EXERCISE PROMPT: Copy each line of the data that has "Left" in it.
(GIVEN DATA begins)
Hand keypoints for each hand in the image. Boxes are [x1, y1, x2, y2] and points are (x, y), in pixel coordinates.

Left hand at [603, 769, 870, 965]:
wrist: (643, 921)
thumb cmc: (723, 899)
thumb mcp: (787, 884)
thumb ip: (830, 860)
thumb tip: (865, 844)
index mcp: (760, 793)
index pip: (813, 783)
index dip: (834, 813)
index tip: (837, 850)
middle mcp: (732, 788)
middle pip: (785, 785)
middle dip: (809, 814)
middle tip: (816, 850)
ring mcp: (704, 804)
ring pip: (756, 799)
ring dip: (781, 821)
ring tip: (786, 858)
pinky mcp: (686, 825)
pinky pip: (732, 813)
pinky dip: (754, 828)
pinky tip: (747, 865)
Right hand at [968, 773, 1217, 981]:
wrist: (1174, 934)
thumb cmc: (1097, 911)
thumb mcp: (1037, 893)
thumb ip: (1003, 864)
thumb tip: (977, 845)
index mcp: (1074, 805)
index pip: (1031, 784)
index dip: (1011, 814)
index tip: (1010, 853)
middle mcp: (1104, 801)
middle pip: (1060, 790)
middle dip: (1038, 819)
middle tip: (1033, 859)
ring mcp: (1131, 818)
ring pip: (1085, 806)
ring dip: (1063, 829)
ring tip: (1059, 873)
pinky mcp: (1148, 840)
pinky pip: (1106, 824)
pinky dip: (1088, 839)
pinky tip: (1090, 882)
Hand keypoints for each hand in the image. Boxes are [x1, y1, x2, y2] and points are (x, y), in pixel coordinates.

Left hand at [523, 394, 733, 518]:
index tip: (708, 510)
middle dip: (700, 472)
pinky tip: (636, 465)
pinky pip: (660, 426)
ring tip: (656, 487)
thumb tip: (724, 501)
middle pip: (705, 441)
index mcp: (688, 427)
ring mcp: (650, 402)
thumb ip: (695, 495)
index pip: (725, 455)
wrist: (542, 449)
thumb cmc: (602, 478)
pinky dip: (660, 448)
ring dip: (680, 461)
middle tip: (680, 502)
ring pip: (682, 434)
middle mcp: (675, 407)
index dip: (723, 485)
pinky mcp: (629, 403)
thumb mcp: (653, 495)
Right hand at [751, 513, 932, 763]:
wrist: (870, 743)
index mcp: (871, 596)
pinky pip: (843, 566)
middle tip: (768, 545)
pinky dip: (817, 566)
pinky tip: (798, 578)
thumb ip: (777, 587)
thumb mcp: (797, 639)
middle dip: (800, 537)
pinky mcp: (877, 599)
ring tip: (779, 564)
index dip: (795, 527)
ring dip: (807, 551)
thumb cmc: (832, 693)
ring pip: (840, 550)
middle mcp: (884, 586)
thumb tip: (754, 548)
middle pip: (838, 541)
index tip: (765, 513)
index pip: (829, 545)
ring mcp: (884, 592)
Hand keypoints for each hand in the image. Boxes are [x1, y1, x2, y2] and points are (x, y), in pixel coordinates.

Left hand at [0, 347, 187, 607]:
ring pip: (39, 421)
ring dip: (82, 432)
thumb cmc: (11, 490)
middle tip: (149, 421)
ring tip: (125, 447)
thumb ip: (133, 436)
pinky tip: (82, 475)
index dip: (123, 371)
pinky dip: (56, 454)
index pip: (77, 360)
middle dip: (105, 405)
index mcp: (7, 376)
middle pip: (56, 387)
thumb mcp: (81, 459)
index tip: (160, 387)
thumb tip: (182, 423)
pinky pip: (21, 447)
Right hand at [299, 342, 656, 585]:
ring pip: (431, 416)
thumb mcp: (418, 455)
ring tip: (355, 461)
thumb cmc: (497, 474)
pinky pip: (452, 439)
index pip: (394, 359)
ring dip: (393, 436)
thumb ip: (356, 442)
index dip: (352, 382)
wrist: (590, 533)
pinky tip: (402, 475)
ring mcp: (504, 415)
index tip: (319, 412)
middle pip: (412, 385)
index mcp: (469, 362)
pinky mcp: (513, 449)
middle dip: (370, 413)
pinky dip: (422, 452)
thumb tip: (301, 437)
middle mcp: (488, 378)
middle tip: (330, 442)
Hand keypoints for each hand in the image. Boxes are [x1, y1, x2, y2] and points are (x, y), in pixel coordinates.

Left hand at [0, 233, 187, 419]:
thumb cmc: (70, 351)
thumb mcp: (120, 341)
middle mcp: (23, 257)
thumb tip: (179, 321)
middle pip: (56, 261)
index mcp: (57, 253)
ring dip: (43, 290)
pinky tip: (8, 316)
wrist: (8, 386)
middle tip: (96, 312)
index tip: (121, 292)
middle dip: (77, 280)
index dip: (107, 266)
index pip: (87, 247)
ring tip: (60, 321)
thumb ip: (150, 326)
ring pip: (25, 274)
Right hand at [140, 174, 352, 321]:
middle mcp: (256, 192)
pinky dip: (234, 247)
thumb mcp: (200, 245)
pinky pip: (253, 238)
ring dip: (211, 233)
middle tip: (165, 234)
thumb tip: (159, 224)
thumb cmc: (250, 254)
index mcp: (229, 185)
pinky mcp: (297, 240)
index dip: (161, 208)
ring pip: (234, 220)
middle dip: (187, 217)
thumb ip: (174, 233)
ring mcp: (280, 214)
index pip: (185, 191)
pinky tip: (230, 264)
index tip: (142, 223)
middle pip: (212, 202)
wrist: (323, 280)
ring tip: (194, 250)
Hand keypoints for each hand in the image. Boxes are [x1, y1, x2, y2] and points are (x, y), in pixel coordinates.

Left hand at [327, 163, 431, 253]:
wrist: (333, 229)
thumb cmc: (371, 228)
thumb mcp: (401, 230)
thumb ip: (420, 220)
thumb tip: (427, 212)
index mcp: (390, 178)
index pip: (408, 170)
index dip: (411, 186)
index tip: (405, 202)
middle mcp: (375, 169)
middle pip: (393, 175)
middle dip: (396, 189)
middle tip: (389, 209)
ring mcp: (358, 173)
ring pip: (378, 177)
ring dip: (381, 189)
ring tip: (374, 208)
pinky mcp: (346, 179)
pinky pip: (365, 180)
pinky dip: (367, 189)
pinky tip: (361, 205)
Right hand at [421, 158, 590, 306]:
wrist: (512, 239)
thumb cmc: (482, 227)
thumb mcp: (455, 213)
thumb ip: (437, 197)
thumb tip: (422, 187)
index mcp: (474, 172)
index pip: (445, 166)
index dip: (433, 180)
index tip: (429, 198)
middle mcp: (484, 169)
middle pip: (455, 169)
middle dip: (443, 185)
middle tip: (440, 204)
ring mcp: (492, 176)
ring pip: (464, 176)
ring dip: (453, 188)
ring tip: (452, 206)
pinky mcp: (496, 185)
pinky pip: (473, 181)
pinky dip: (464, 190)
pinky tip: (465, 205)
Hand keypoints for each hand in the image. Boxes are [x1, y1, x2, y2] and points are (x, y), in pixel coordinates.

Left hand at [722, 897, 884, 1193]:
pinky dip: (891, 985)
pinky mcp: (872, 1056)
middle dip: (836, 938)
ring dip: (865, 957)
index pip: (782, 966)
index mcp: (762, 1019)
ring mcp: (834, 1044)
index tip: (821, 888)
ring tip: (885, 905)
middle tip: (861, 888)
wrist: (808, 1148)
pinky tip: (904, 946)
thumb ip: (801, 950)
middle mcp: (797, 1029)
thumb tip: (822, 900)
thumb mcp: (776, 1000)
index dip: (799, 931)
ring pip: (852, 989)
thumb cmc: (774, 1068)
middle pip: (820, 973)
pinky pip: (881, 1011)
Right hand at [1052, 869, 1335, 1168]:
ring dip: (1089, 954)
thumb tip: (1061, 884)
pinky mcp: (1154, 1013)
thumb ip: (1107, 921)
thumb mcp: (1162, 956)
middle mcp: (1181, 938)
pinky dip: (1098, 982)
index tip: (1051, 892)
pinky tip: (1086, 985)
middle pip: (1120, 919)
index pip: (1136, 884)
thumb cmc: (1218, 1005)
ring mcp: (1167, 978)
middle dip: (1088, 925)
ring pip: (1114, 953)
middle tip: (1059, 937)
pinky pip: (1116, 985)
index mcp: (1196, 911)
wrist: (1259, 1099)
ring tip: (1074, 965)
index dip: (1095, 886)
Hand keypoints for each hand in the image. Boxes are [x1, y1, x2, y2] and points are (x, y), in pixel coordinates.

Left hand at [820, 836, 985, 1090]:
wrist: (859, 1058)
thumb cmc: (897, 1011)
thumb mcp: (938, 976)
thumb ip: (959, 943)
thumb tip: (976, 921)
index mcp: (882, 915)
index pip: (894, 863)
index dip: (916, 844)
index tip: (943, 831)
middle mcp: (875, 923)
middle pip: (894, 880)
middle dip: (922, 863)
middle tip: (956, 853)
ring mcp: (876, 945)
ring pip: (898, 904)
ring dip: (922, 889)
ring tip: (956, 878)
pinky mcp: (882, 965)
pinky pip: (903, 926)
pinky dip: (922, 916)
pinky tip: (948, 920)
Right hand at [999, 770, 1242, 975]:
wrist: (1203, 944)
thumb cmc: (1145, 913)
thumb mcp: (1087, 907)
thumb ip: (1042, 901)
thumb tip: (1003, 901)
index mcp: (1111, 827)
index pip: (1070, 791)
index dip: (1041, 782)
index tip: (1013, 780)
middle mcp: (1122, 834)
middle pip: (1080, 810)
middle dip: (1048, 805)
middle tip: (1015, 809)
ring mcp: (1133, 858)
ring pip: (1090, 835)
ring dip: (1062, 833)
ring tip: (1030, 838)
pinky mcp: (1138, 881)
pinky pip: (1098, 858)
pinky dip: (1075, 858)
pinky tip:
(GIVEN DATA ends)
OUTPUT:
Left hand at [603, 769, 870, 965]:
Left hand at [523, 394, 733, 518]:
Left hand at [0, 347, 187, 607]:
Left hand at [0, 233, 187, 419]:
Left hand at [327, 163, 431, 253]:
Left hand at [722, 897, 884, 1193]:
Left hand at [820, 836, 985, 1090]:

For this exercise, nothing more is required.